Carl Lohse, Roter Klang (Bildnis Ludwig Renn), 1919, Öl auf Pappe, 71,5 x 45,5 cm, Albertinum | Galerie Neue Meister, Inv.-Nr. 79/31, © Foto: Albertinum
Carl Lohse, Roter Klang (Bildnis Ludwig Renn), 1919, Öl auf Pappe, 71,5 x 45,5 cm, Albertinum | Galerie Neue Meister, Inv.-Nr. 79/31, © Foto: Albertinum

Der in Hamburg geborene Maler Carl Lohse (1895–1965) schuf nach dem Ersten Weltkrieg ein ebenso kompromissloses wie markantes expressionistisches Werk und zählt zu den lang übersehenen Ausnahmefiguren der Kunstgeschichte. Die Einzelausstellung setzt ihren Schwerpunkt bei Gemälden aus Lohses wichtigster Schaffensphase, seinem Frühwerk, das von kraftvoller Farbgebung und eindrücklicher Formreduzierung gekennzeichnet ist. Eine breite Wiederentdeckung erfuhr sein Werk 2017 durch die Retrospektive im Ernst Barlach Haus in Hamburg und im Albertinum Staatliche Kunstsammlungen Dresden. Vor dem Hintergrund erlebter Traumata des Ersten Weltkriegs entwickelt Lohse um 1920 in einem regelrechten Schaffensrausch in Bischofswerda bei Dresden seinen ersten, wegweisenden Werkkomplex. Anknüpfend an die frühen Leistungen des deutschen Expressionismus entstehen eigenwillig stilisierte Plastiken und Porträts aus kühnen Farbkombinationen, die es vermögen, seelische Tiefendimensionen einzufangen. Ebenso abrupt wie die intensive Schaffensphase begonnen hat, hört sie wieder auf. Lohse wird Bankbote, Straßenbahnschaffner und schließt sich den Zeugen Jehovas an. Es folgen verschiedene Phasen seiner mehrmals unterbrochenen Karriere, die bis 1965 reicht.

 

 
 

VON ANGESICHT ZU ANGESICHT. ZWEI SÜDDEUTSCHE SAMMLUNGEN IM DIALOG

 

19. November 2022 bis 18. Juni 2023  (2.OG)

Eröffnung, Freitag, 18. November, 19 Uhr

 
Alexej von Jawlensky, Bacchantin, 1912, Öl auf Karton, 50,2 x 53 cm, Kunstmuseum Ravensburg, Dauerleihgabe Privatsammlung Süddeutschland
Alexej von Jawlensky, Bacchantin, 1912, Öl auf Karton, 50,2 x 53 cm, Kunstmuseum Ravensburg, Dauerleihgabe Privatsammlung Süddeutschland

Fundament des Kunstmuseums Ravensburg ist die Sammlung Selinka. Etwa zwei Drittel der Sammlung Selinka besteht aus Werken des Expressionismus.
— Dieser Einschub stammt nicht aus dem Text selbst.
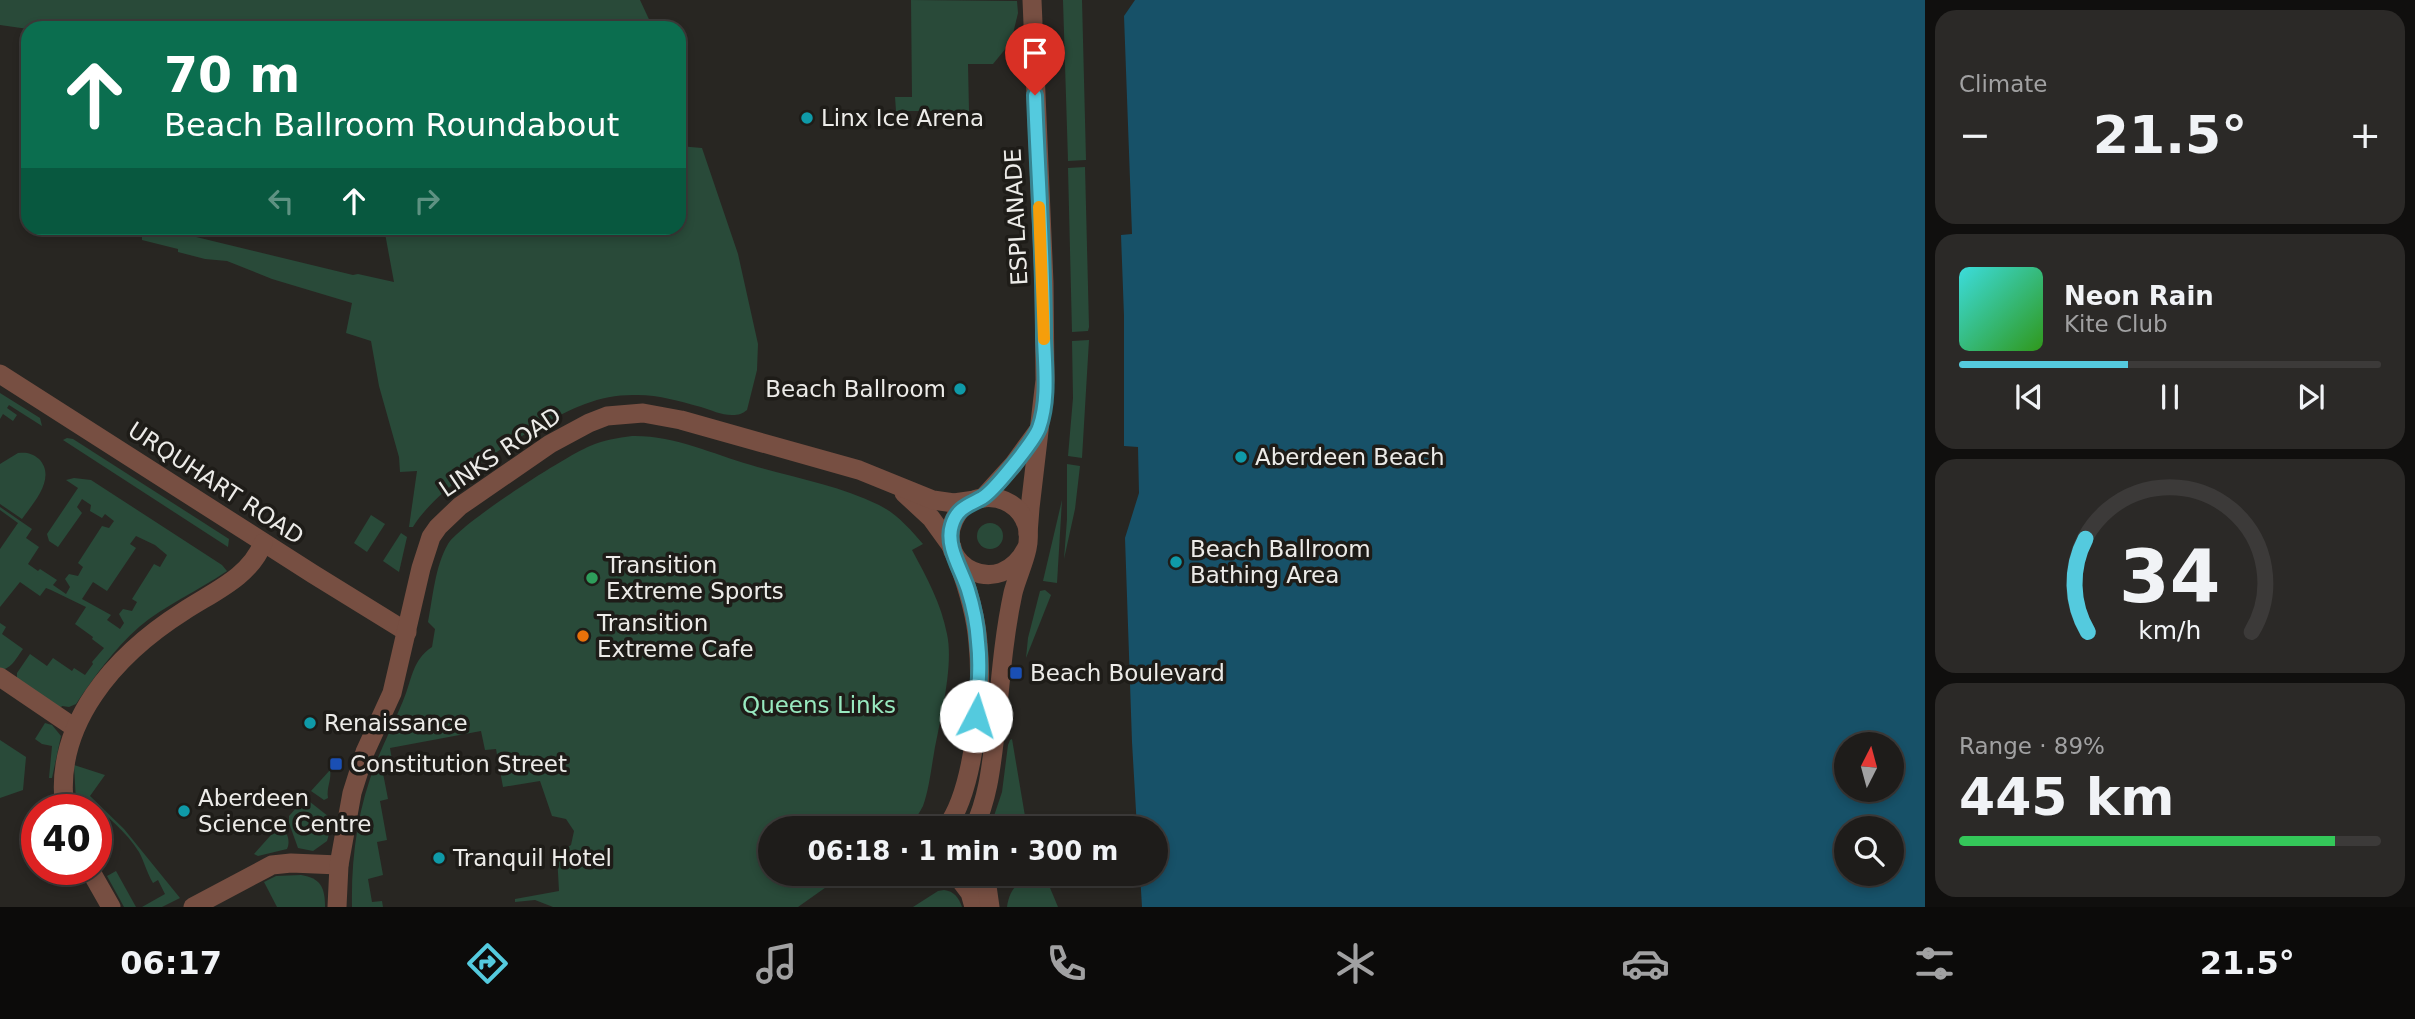 <!DOCTYPE html>
<html lang="en">
<head>
<meta charset="utf-8">
<style>
	:root { --surface:#1e1c1a; --page:#2b2927; --text:#f1f3f6; --muted:#a1a1a2; --line:#3c3a39; --accent:#54cade }
	body { margin:0; font-family:"DejaVu Sans",sans-serif; background:var(--page); color:var(--text); height:100vh; display:flex; flex-direction:column; font-size:26px; white-space:nowrap }
	* { box-sizing:border-box; margin:0 }
	p { font-size:23px; color:var(--muted) }
	.icon { flex:none; width:38px; height:38px; fill:none; stroke:currentColor; stroke-width:2; stroke-linecap:round; stroke-linejoin:round }
	.map { position:relative; flex:1; overflow:hidden }
	.details { display:flex; flex-direction:column; gap:10px; padding:10px; background:#100f0e; width:490px }
	.details>* { flex:none }
	.guide { position:absolute; left:21px; top:21px; width:665px; height:214px; border-radius:21px; box-shadow:0 4px 10px #0003,0 0 0 2px var(--line); background:#0b6e4f; color:#fff; overflow:hidden }
	.needle { width:46px; rotate:6deg }
	.controls { position:absolute; left:1834px; top:732px; display:grid; gap:14px }
	.controls a { display:grid; place-items:center; width:70px; height:70px; border-radius:50%; background:var(--surface); box-shadow:0 4px 10px #0003,0 0 0 2px var(--line); font-size:35px }
	.speed { position:absolute; left:21px; top:794px; display:flex; gap:14px; font-size:35px; font-weight:700; text-align:center }
	.speed>* { display:grid; place-content:center; width:91px; height:91px; border-radius:50%; background:var(--surface); box-shadow:0 4px 10px #0003,0 0 0 2px var(--line); line-height:1 }
	.speed .limit { border:10px solid #d22; background:#fff; color:#111 }
	.pin { position:absolute; display:grid; place-items:center; width:60px; height:60px; color:#fff; margin:-72px -30px; border-radius:50% 50% 50% 0; rotate:-45deg; box-shadow:0 0 7px #0007 }
	.pin .icon { rotate:45deg }
	.me { position:absolute; width:77px; margin:-38px; rotate:5deg; stroke-linejoin:round; filter:drop-shadow(0 0 5px #0008) }
	.turn { display:flex; align-items:center; gap:24px; height:147px; padding:0 28px; font-size:32px }
	.turn .icon { width:91px; height:91px; stroke-width:2.5 }
	.turn b { display:block; font-size:49px; line-height:60px }
	.lanes { display:flex; align-items:center; height:66px; padding:0 28px; background:#0003; justify-content:center; gap:35px; direction:ltr }
	.lanes .off { opacity:.35 }
	.big { font-size:52px; font-weight:700; line-height:1.1 }
	.details .tile { flex:1; display:flex; flex-direction:column; justify-content:center; gap:10px; min-width:0; padding:0 24px; border-radius:21px; background:var(--page) }
	.details .dial { align-items:center; gap:0 }
	.dial svg { height:182px; overflow:visible; fill:none; stroke:var(--line); stroke-width:7; stroke-linecap:round; text-anchor:middle }
	.dial text { fill:var(--text); stroke:none }
	.song { display:flex; align-items:center; gap:21px }
	.cover { width:84px; height:84px; border-radius:10px; background:linear-gradient(135deg,hsl(180 70% 55%),hsl(110 70% 35%)) }
	.played { height:7px; border-radius:4px; background:linear-gradient(90deg,var(--accent) 40%,var(--line) 40%) }
	.keys { display:flex; justify-content:space-around; direction:ltr }
	.heat { display:flex; justify-content:space-between; align-items:center; font-size:38px; direction:ltr }
	.charge { height:10px; border-radius:5px; background:linear-gradient(90deg,#34c759 89%,var(--line) 0) }
	.trip { position:absolute; left:758px; top:816px; width:410px; height:70px; border-radius:35px; background:var(--surface); box-shadow:0 4px 10px #0003,0 0 0 2px var(--line); font-weight:700; line-height:70px; text-align:center }
	.tabs { display:flex; height:112px; justify-content:space-around; align-items:center; background:#0c0b0a; color:var(--muted) }
	.tabs .icon { width:49px; height:49px }
	.tabs .selected { color:var(--accent) }
	.tabs b { font-size:32px; color:var(--text) }
	main { display:flex; flex:1; min-height:0 }
	.map>svg:first-child { display:block }
	.green { fill:#294a39; fill-rule:evenodd }
	.water { fill:#175168; fill-rule:evenodd }
	.lines { fill:none; stroke-linecap:round; stroke-linejoin:round }
	.minor { stroke:#774f42; stroke-width:19 }
	.route-casing { stroke:#378390; stroke-width:18 }
	.route { stroke:#54cade; stroke-width:12 }
	.slow { stroke:#f59e0b; stroke-width:12 }
	.culture-dot { fill:#0f9aa8; stroke:#1e1c18; stroke-width:2.5 }
	.leisure-dot { fill:#2e9e5b; stroke:#1e1c18; stroke-width:2.5 }
	.food-dot { fill:#e8710a; stroke:#1e1c18; stroke-width:2.5 }
	.transit-dot { fill:#1a4fb4; stroke:#1e1c18; stroke-width:2.5 }
	.labels { text-anchor:middle; stroke-width:7; stroke-linejoin:round; paint-order:stroke }
	.poi-label { font-size:23px; fill:#ecebe8; stroke:#1e1c18; text-anchor:start }
	.street-label { font-size:23px; fill:#ecebe8; stroke:#1e1c18 }
	.park-label { font-size:23px; fill:#98e9bf; stroke:#1e1c18 }
</style>
</head>
<body>
<main>
<div class="map">
<svg width="1925" height="907" viewBox="0 0 1925 907">
	<rect width="100%" height="100%" fill="#282622"/>
	<g class="green">
		<path d="M0 0H640L653 28 28 29 0 25Z"/>
		<path d="M911 0 1017 1 1018 13 1011 42 993 64H968L969 111H896L895 97H912Z"/>
		<path d="M1063 0H1082L1086 160 1068 161Z"/>
		<path d="M679 146 702 148 738 254 758 344 757 370 747 410C742 414 739 415 732 415 721 415 711 410 701 407 679 401 656 394 633 395 616 395 601 398 585 404 539 421 437 485 413 527H409L417 471 400 472 399 457 379 386 371 341 346 333 352 303 272 279 227 261 205 259 178 252V249L142 240V235L108 228H159L353 275 358 274 394 282 384 228H679Z"/>
		<path d="M1085 167 1089 327 1088 331 1072 332 1068 168Z"/>
		<path d="M1089 340 1082 458 1068 456 1073 398 1072 341Z"/>
		<path d="M0 393 40 418 42 426 9 405 7 408 17 415 13 421 3 414 0 419Z"/>
		<path d="M632 436C673 435 713 454 751 465 794 478 839 485 879 505 897 514 910 529 923 544L912 550C927 578 941 603 947 634 954 666 940 720 934 753 931 770 929 789 923 806 919 814 914 821 907 828H770V873H846L798 907H553L535 900 515 902V899L559 891 557 854 571 845 574 831 566 819 552 816 540 781 503 787 496 749 485 750 481 731 390 748 392 760 381 763 388 799 380 801 387 840 377 842 383 875 368 879 372 902 382 901 383 907H352C351 857 358 806 377 760 385 740 395 721 403 701 412 680 412 660 432 647L435 629 428 622C433 597 435 566 448 544 461 523 564 457 590 446 603 440 618 438 632 436Z"/>
		<path d="M67 438 73 439 229 539 228 547 63 440Z"/>
		<path d="M18 453C26 452 32 453 39 459 57 478 33 503 22 519L0 504V464Z"/>
		<path d="M1067 464 1080 466 1075 509 1064 559 1067 519Z"/>
		<path d="M74 478 91 480 222 565 227 571C198 591 165 605 139 627 114 649 94 677 76 704L69 707 62 706 59 710 17 680V673L30 654 47 666 53 658 72 671 74 668 85 675 93 664 92 662 104 648 92 639 93 637 75 624 86 607 51 590 46 588 40 596 20 582 0 607V549L18 523 0 510V507L32 529 26 538 39 547 28 564 38 571 40 569 57 580 53 585 66 594 70 587 65 579 69 574 78 576 83 567 78 563 102 526 109 528 114 521 105 514 102 518 90 511 91 505 82 499 77 507 82 513 58 547 49 541 47 534 78 488 66 480ZM136 536 155 545 167 555 160 567 154 564 132 599 137 602 132 611 123 609 119 614 124 623 120 629 107 620 111 615 82 599 93 582 107 591 136 548 130 544Z"/>
		<path d="M1062 500 1057 583 1043 581Z"/>
		<path d="M371 515 385 524 367 552 354 543Z"/>
		<circle cx="990" cy="536" r="13"/>
		<path d="M401 533 407 537 399 572 383 561Z"/>
		<path d="M1045 590 1051 595 1026 658 1028 638 1040 591Z"/>
		<path d="M0 623 6 627 2 634 23 649C16 658 12 669 0 670Z"/>
		<path d="M45 723 52 725 61 736 52 778H49L52 746 42 744 35 739Z"/>
		<path d="M1012 739 1027 828H990L1002 792 1008 745 1010 740Z"/>
		<path d="M0 740 26 757 23 790 0 798Z"/>
		<path d="M74 765 105 775 90 796 124 829 180 898 162 907H142L165 894 158 880 153 883C147 873 144 861 139 852 127 832 105 815 88 799L76 802Z"/>
		<path d="M330 770C332 779 326 788 328 798L324 800 311 791Z"/>
		<path d="M305 798 333 820 327 841 313 851 298 848 289 823V816Z"/>
		<path d="M279 826C287 830 291 841 287 849L258 856 254 854Z"/>
		<path d="M116 871 136 907H124L107 876Z"/>
		<path d="M301 875C321 878 325 888 325 907H277L264 882 276 876Z"/>
		<path d="M1033 879 1048 883 1058 907H1007C1009 891 1017 880 1033 879Z"/>
		<path d="M944 890C954 891 959 898 962 907H913L938 891Z"/>
	</g>
	<path class="water" d="M1135 0H1925V907H1142L1140 873H1155V828H1137L1132 742 1125 538 1139 493 1138 447 1124 446V316L1121 235 1132 234 1124 16ZM1846 744H1892V789H1846ZM1846 828H1892V873H1846Z"/>
	<g class="lines">
		<g class="minor">
			<path d="M0 374 313 574 407 632"/>
			<path d="M904 493 931 518 952 547"/>
			<path d="M983 498 1013 465 1037 432"/>
			<path d="M1028 534 1030 508 1045 380 1044 283 1032 0"/>
			<path d="M0 677 75 728"/>
			<path d="M65 810C52 724 116 654 184 611 213 592 250 577 263 543"/>
			<path d="M946 828C975 789 983 691 978 643 976 614 967 586 957 559"/>
			<path d="M974 828C988 798 991 768 995 735 1000 688 1003 639 1013 593 1018 572 1033 547 1027 526 1021 506 1002 495 982 498 969 500 959 509 954 520 933 565 1000 602 1027 547"/>
			<path d="M90 870 111 907"/>
			<path d="M955 873 970 893 974 907"/>
			<path d="M982 873 987 886 990 907"/>
			<path d="M193 907 272 865 291 863 339 865"/>
			<path d="M337 907 339 865 352 793 365 752 392 693 421 568 431 537 438 527 460 506 550 444 589 423 607 416 643 413 681 420 859 470 933 500 954 503 975 500"/>
		</g>
	</g>
	<g class="lines">
		<defs>
			<path id="route" d="M976 716C978 692 981 667 978 642 977 625 973 606 968 590 962 570 945 546 952 525 957 508 969 505 982 498 994 491 1034 441 1039 428 1049 400 1045 368 1044 338 1044 257 1038 176 1035 95"/>
		</defs>
		<use href="#route" class="route-casing"/>
		<use href="#route" class="route"/>
		<path class="slow" d="M1039 207 1044 339"/>
	</g>
	<g class="culture-dot">
		<circle cx="807" cy="118" r="7"/>
		<circle cx="960" cy="389" r="7"/>
		<circle cx="1241" cy="457" r="7"/>
		<circle cx="1176" cy="562" r="7"/>
		<circle cx="310" cy="723" r="7"/>
		<circle cx="184" cy="811" r="7"/>
		<circle cx="439" cy="858" r="7"/>
	</g>
	<circle class="leisure-dot" cx="592" cy="578" r="7"/>
	<circle class="food-dot" cx="583" cy="636" r="7"/>
	<g class="transit-dot">
		<rect x="1009" y="666" width="14" height="14" rx="3.5"/>
		<rect x="329" y="757" width="14" height="14" rx="3.5"/>
	</g>
	<g class="labels">
		<g class="poi-label">
			<text x="821" y="126">Linx Ice Arena</text>
			<text x="946" y="397" text-anchor="end">Beach Ballroom</text>
			<text x="1255" y="465">Aberdeen Beach</text>
			<text x="1190" y="557">Beach Ballroom<tspan x="1190" dy="26">Bathing Area</tspan></text>
			<text x="606" y="573">Transition<tspan x="606" dy="26">Extreme Sports</tspan></text>
			<text x="597" y="631">Transition<tspan x="597" dy="26">Extreme Cafe</tspan></text>
			<text x="1030" y="681">Beach Boulevard</text>
			<text x="324" y="731">Renaissance</text>
			<text x="350" y="772">Constitution Street</text>
			<text x="198" y="806">Aberdeen<tspan x="198" dy="26">Science Centre</tspan></text>
			<text x="453" y="866">Tranquil Hotel</text>
		</g>
		<g class="street-label">
			<text transform="translate(1016 217) rotate(-93)" y="8">ESPLANADE</text>
			<text transform="translate(500 452) rotate(-34)" y="8">LINKS ROAD</text>
			<text transform="translate(216 483) rotate(33)" y="8">URQUHART ROAD</text>
		</g>
		<g class="park-label">
			<text x="819" y="713">Queens Links</text>
		</g>
	</g>
</svg>
<div class="controls">
<a><svg class="needle" viewBox="-14 -14 28 28"><path d="M0-13l5 13h-10z" fill="#e53935"/><path d="M0 13l5-13h-10z" fill="#a1a1a2"/></svg></a>
<a><svg class="icon" aria-label="search" viewBox="0 0 24 24"><circle cx="10" cy="10" r="6"/><path d="M15 15l6 6"/></svg></a>
</div>
<div class="speed"><div class="limit">40</div></div>
<div class="pin" style="left:1035px;top:95px;background:#d93025"><svg class="icon" aria-label="arrive" viewBox="0 0 24 24"><path d="M6 21V4h12l-3 4 3 4H6"/></svg></div>
<svg class="me" style="left:976px;top:716px" viewBox="-20 -20 40 40"><circle r="19" fill="#fff"/><path d="M0-13L10 11 0 6-10 11z" fill="#54cade"/></svg>
<div class="trip">06:18 · 1 min · 300 m</div>
<div class="guide">
<div class="turn"><svg class="icon" aria-label="ahead" viewBox="0 0 24 24"><path d="M12 20V5M6 11l6-6 6 6"/></svg><div><b>70 m</b>Beach Ballroom Roundabout</div></div>
<div class="lanes"><svg class="icon off" aria-label="left" viewBox="0 0 24 24"><path d="M17 20v-9H6M10 6l-5 5 5 5"/></svg><svg class="icon" aria-label="ahead" viewBox="0 0 24 24"><path d="M12 20V5M6 11l6-6 6 6"/></svg><svg class="icon off" aria-label="right" viewBox="0 0 24 24"><path d="M7 20v-9h11M14 6l5 5-5 5"/></svg></div>
</div>
</div>
<section class="details">
<div class="tile"><p>Climate</p>
<div class="heat"><a>−</a><b class="big">21.5°</b><a>+</a></div>
</div>
<div class="tile">
<div class="song"><i class="cover"></i><div><b>Neon Rain</b><p>Kite Club</p></div></div>
<div class="played"></div>
<div class="keys"><svg class="icon" aria-label="previous" viewBox="0 0 24 24"><path d="M18 5L8 12l10 7zM5 5v14"/></svg><svg class="icon" aria-label="pause" viewBox="0 0 24 24"><path d="M8 5v14M16 5v14"/></svg><svg class="icon" aria-label="next" viewBox="0 0 24 24"><path d="M6 5l10 7-10 7zM19 5v14"/></svg></div>
</div>
<div class="tile dial"><svg viewBox="0 0 100 80">
<path d="M14 69A42 42 0 1 1 86 69"/>
<path d="M14 69A42 42 0 0 1 13 28" stroke="#54cade"/>
<text x="50" y="56" font-size="32" font-weight="700">34</text>
<text x="50" y="72" font-size="11">km/h</text>
</svg></div>
<div class="tile"><p>Range · 89%</p><b class="big">445 km</b><div class="charge"></div></div>
</section>
</main>
<nav class="tabs">
<b>06:17</b>
<svg class="icon selected" aria-label="directions" viewBox="0 0 24 24"><path d="M12 3l9 9-9 9-9-9zM9 14v-3h6M13 9l2 2-2 2"/></svg>
<svg class="icon" aria-label="music" viewBox="0 0 24 24"><path d="M9 18V5l10-2v13"/><circle cx="6" cy="18" r="3"/><circle cx="16" cy="16" r="3"/></svg>
<svg class="icon" aria-label="phone" viewBox="0 0 24 24"><path d="M5 4h4l2 5-3 2q2 4 5 5l2-3 5 2v4C11 20 4 13 5 4z"/></svg>
<svg class="icon" aria-label="climate" viewBox="0 0 24 24"><path d="M12 3v18M4 7l16 10M4 17L20 7"/></svg>
<svg class="icon" aria-label="car" viewBox="0 0 24 24"><path d="M5 17H2v-5l4-1 3-4h7l3 4 3 1v5h-3M9 17h6M6 11h13"/><circle cx="7" cy="17" r="2"/><circle cx="17" cy="17" r="2"/></svg>
<svg class="icon" aria-label="filters" viewBox="0 0 24 24"><path d="M4 7h16M4 17h16"/><circle cx="9" cy="7" r="2"/><circle cx="15" cy="17" r="2"/></svg>
<b>21.5°</b>
</nav>
</body>
</html>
Mit einem Schwerpunkt auf Landschaftsdarstellungen, Akten und Porträts werden ausgewählte Malereien und Druckgrafikenpräsentiert. Getreu dem Motto »Von Angesicht zu Angesicht« treten Klassiker der Sammlung Selinka in Dialog mit hochkarätigen Werken einer weiteren süddeutschen Privat-sammlung, die im Rahmen der Ausstellung erstmals der Öffentlichkeit zugänglich gemacht. Mit Werken u. a. von Alexej von Jawlensky, Ernst Ludwig Kirchner, Otto Mueller, Max Pechstein und Karl Schmidt-Rottluff.